Went there with our granddaughter a year and a half ago, in June.  It compares much more closely to Disneyland in Anaheim, rather than WDW in Orlando.  It has two lands -- Disneyland park and Walt Disney Studios park - similar to Disneyland and California Adventure in California.  Disneyland park in Paris is very similar to Disneyland Park in Anaheim, and both are similar to Magic Kingdom park in Orlando.  Walt Disney Studios park is very roughly equivalent to California Adventure, but with different rides.  As far as the Disneyland portion - I think it has a lot of French charm.  The castle is amazing -- it has an animatronic dragon in the dungeon.  Some rides are better in California, and some are better in Paris.  The French and European attitude of studied indifference can throw people off, especially if you're used to the Disneyland and WDW enthusiastic CM's.  But they're very charming in their own way.

We also spent only one day at Disneyland Paris, but I would go back.  Just like comparing California to Orlando - it's the same, but totally different


----------



## Helios (Oct 9, 2016)

dioxide45 said:


> We were just in Paris for five nights. We spent one day at Disneyland Paris. By comparison, the parks are much smaller than their Orlando counterparts. If I had never been to Walt Disney World in Orlando, I wouldn't know better. But comparing the two, the Paris counterpart is missing a little of the magic. It doesn't seem "as Disney". One issue we had may have had to do with the time of the year, September. A lot of the counter service restaurants were closed. We crisscrossed the Magic Kingdom to find something we wanted to eat.
> 
> Just remember, like WDW, food is expensive. Being priced in Euro, it is even more so. We did get a deal on park tickets as Viator was running a promotion. One day park hopper for about $50 per person.
> 
> ...



Thanks for the info.  We are expecting high prices, I don't think we'll be too surprised since we are already thinking about it.


----------



## Helios (Oct 9, 2016)

elaine said:


> yes, in July.
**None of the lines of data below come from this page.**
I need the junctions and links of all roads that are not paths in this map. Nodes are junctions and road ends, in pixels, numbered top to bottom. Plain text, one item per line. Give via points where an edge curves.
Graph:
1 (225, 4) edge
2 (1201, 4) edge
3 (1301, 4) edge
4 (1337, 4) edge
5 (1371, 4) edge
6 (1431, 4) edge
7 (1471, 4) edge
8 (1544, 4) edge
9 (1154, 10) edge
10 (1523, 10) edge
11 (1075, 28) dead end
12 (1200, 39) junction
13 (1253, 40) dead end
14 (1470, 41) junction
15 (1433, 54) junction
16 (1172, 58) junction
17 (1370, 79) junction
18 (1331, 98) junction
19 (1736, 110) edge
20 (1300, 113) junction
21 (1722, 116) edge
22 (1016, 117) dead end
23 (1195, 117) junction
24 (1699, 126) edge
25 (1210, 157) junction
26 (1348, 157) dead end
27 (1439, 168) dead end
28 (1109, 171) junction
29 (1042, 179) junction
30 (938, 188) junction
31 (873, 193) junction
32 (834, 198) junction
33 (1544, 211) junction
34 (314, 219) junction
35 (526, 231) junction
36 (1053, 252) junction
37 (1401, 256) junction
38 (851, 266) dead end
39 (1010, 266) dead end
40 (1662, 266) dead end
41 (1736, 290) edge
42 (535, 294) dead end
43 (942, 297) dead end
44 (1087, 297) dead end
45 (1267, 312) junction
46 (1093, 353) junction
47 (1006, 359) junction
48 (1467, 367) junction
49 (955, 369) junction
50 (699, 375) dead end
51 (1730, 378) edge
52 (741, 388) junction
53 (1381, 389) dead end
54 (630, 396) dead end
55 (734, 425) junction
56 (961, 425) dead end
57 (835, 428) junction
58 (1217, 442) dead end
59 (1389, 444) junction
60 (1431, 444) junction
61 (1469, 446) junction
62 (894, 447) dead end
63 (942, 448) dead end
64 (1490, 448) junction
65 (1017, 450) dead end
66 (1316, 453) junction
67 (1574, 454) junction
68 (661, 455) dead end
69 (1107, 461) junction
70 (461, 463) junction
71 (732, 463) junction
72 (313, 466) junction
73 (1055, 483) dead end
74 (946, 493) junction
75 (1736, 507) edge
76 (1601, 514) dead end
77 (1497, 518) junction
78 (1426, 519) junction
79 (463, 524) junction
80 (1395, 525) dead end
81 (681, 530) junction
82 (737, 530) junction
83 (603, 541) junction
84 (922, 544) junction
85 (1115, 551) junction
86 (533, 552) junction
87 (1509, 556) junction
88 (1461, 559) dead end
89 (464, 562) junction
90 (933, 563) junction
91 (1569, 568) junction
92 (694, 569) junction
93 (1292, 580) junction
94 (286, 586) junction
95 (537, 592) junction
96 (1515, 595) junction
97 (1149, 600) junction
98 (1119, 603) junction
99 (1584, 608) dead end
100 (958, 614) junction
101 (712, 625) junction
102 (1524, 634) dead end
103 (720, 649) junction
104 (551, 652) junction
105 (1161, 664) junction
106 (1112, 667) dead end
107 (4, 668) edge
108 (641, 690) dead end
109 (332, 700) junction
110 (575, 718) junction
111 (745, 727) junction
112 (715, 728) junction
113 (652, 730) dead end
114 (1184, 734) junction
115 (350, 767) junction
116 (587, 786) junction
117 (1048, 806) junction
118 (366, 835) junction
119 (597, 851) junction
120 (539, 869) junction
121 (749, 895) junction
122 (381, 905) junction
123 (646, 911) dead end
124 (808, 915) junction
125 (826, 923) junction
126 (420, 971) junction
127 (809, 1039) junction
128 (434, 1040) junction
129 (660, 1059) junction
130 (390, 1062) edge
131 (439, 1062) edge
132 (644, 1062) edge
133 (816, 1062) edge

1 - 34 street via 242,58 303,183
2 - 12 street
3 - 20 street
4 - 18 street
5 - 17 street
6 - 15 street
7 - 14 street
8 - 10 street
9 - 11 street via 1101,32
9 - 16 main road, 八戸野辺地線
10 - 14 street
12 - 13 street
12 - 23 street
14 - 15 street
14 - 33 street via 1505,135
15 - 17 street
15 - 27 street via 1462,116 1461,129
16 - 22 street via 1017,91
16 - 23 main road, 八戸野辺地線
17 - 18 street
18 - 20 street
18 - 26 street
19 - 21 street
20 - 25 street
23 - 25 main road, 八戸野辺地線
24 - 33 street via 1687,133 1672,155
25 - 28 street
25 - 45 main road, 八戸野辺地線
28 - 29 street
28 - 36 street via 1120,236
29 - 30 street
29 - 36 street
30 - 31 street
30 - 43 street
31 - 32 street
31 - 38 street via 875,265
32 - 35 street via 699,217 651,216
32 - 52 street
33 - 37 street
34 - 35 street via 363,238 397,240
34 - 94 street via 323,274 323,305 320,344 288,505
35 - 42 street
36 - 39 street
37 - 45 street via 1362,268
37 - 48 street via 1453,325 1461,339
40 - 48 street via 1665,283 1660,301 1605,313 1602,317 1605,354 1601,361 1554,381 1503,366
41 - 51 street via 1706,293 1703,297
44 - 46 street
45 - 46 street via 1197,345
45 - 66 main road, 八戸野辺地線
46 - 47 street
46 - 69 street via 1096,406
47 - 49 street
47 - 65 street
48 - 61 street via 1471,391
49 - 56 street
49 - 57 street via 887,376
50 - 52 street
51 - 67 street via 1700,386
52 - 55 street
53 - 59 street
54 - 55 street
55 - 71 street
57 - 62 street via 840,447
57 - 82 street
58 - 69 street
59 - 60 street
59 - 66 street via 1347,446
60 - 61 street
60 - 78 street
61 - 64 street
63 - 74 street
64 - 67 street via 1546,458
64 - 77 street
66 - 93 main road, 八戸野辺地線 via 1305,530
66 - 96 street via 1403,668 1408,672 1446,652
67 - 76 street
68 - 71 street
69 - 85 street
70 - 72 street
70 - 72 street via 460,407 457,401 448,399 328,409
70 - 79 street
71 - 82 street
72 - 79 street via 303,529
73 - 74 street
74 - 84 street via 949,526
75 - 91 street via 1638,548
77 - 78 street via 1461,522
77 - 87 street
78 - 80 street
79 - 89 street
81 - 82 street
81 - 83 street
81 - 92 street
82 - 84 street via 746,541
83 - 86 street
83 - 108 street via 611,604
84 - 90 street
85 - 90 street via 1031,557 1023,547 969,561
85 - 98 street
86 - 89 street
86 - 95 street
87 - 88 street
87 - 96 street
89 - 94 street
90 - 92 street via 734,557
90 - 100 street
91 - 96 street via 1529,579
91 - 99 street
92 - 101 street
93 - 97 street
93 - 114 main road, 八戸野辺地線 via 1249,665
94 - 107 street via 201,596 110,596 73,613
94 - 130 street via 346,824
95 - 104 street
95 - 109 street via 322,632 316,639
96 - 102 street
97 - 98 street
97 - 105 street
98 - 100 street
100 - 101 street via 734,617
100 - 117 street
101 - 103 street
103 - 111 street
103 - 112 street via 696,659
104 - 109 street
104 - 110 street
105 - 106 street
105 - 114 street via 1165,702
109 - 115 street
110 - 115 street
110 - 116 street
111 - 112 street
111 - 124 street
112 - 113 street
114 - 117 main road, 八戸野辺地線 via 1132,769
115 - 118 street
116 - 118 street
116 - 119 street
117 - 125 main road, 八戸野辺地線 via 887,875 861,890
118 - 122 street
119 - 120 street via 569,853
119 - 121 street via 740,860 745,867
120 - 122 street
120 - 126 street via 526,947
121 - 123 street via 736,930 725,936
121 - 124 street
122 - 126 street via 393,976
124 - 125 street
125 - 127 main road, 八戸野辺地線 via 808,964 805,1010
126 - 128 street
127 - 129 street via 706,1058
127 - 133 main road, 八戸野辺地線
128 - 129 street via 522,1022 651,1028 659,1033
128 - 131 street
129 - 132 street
I agree with above. See my post on the Marriott BB about Marriott Ile de France for other things to do in the area. From DLP, there are a few easy day trip via public transportation, Reims, Provins, and even Strasbourg.



Thanks.  We'll be doing several day trips.  The Marriott will be our base for a while until we move to Paris to end the trip.


----------



## Helios (Oct 9, 2016)

Blues said:


> Went there with our granddaughter a year and a half ago, in June.  It compares much more closely to Disneyland in Anaheim, rather than WDW in Orlando.  It has two lands -- Disneyland park and Walt Disney Studios park - similar to Disneyland and California Adventure in California.  Disneyland park in Paris is very similar to Disneyland Park in Anaheim, and both are similar to Magic Kingdom park in Orlando.  Walt Disney Studios park is very roughly equivalent to California Adventure, but with different rides.  As far as the Disneyland portion - I think it has a lot of French charm.  The castle is amazing -- it has an animatronic dragon in the dungeon.  Some rides are better in California, and some are better in Paris.  The French and European attitude of studied indifference can throw people off, especially if you're used to the Disneyland and WDW enthusiastic CM's.  But they're very charming in their own way.
> 
> We also spent only one day at Disneyland Paris, but I would go back.  Just like comparing California to Orlando - it's the same, but totally different



Thanks for the info.  I was looking at the satellite image and was expecting the park to be smaller than its counterpart in Orlando.  I was in Disneyland (Anaheim) a long time ago and my memory may be fuzzy, but, it looks to me the Paris park is smaller.  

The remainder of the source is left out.